More Than Just Transistors
So one thing not addressed in this simple roadmap slide is a lot of what else goes into building a chip. We're seeing a variety of players (Intel, Arm) talk about features like backside power delivery (what Intel calls PowerVIA) becoming more important, and then there's packaging - companies like Graphcore using wafer-on-wafer bonding for their deep trench capacitors providing 30% extra frequency by moving certain elements outside the main core design seems to help a lot. Then there's the question of EUV, patterning, High-NA EUV, and what the post-EUV ecosystem might look like.
I'll end this by giving you a quick reminder: EUV was being talked about in the 1980s. Back then it was called Soft X-Rays. In those days, based on technology development, it was widely accepted that EUV would come to market around the same time as 180 nanometer process node, or the early 2000s. It took until the late 2010s for the technology to be realised, and in 2022, we're now in high-volume EUV. The power efficiency of creating chips with EUV is crazy low - 10s or 100s of kilowatt power sources enable a 500 W laser to shoot tin droplets which provide 40 mJ per square millimeter of silicon. One of the main issues with EUV has been power, along with picometer-accuracy level mirrors, and masks, and photo-resists. While there discussions about what might be beyond EUV, beyond 13.5nm wavelength silicon design, the effort to get there is likely going to require an order of magnitude more innovation.

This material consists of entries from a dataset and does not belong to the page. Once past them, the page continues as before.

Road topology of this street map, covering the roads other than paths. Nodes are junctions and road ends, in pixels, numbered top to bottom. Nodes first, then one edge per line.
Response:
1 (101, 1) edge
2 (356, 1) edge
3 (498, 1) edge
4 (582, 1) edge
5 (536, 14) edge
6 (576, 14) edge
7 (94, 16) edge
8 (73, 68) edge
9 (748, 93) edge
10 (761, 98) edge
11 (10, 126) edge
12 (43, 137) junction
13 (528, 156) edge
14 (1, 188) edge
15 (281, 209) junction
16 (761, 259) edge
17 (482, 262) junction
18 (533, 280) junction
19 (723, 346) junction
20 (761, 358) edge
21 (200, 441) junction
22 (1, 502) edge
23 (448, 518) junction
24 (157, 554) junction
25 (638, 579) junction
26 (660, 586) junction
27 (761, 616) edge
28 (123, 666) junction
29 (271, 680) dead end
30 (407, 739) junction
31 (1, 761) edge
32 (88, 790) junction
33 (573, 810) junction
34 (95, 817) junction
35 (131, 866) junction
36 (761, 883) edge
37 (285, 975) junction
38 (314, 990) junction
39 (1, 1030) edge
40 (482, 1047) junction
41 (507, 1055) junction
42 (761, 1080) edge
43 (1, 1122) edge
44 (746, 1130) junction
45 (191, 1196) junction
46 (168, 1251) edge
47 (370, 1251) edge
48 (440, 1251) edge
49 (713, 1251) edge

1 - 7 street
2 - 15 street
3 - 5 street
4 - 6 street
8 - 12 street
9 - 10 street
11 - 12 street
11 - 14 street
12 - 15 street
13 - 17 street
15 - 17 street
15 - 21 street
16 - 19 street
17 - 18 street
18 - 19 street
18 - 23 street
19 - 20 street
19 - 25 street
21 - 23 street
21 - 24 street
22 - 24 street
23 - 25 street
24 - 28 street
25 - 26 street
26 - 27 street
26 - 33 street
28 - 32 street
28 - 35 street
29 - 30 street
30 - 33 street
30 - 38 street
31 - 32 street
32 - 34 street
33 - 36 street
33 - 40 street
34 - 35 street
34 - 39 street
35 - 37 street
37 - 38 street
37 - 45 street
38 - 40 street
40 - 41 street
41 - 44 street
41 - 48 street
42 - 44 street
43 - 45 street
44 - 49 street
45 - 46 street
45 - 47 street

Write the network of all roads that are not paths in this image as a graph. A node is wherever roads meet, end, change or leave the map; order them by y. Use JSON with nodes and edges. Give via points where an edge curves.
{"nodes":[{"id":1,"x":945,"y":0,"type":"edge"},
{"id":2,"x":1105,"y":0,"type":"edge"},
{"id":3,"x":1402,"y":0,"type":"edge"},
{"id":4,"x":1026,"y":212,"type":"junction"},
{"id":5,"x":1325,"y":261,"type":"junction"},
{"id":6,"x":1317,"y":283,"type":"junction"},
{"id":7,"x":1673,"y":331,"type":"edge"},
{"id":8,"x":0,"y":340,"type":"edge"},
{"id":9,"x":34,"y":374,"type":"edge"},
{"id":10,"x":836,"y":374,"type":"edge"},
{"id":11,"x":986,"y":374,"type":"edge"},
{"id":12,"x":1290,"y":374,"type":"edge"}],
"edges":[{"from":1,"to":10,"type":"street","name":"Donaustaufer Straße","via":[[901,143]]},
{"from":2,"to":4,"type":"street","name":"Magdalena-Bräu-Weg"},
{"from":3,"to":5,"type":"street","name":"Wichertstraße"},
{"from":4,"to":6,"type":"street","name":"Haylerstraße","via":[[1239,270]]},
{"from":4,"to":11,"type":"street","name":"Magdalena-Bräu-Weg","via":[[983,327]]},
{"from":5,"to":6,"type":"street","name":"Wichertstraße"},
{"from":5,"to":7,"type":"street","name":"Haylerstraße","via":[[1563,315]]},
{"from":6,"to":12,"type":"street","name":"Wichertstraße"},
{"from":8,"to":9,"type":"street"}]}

I'm not sure if there'll be a new source beyond 13.5nm EUV in my lifetime. I’ll be quite happy to be proved wrong however.
Loved this article. While I like your videos in YouTibe, I've always loved your writing even more. Not to be rude to other contributors, but I now understand how valuable you were for AnandTech. AnandTech feels bland and outdated since your departure. I'm glad that I could continue to enjoy consuming your writing here in Substack. Thanks Dr. Ian Cutress for all your contributions to Tech Journalism.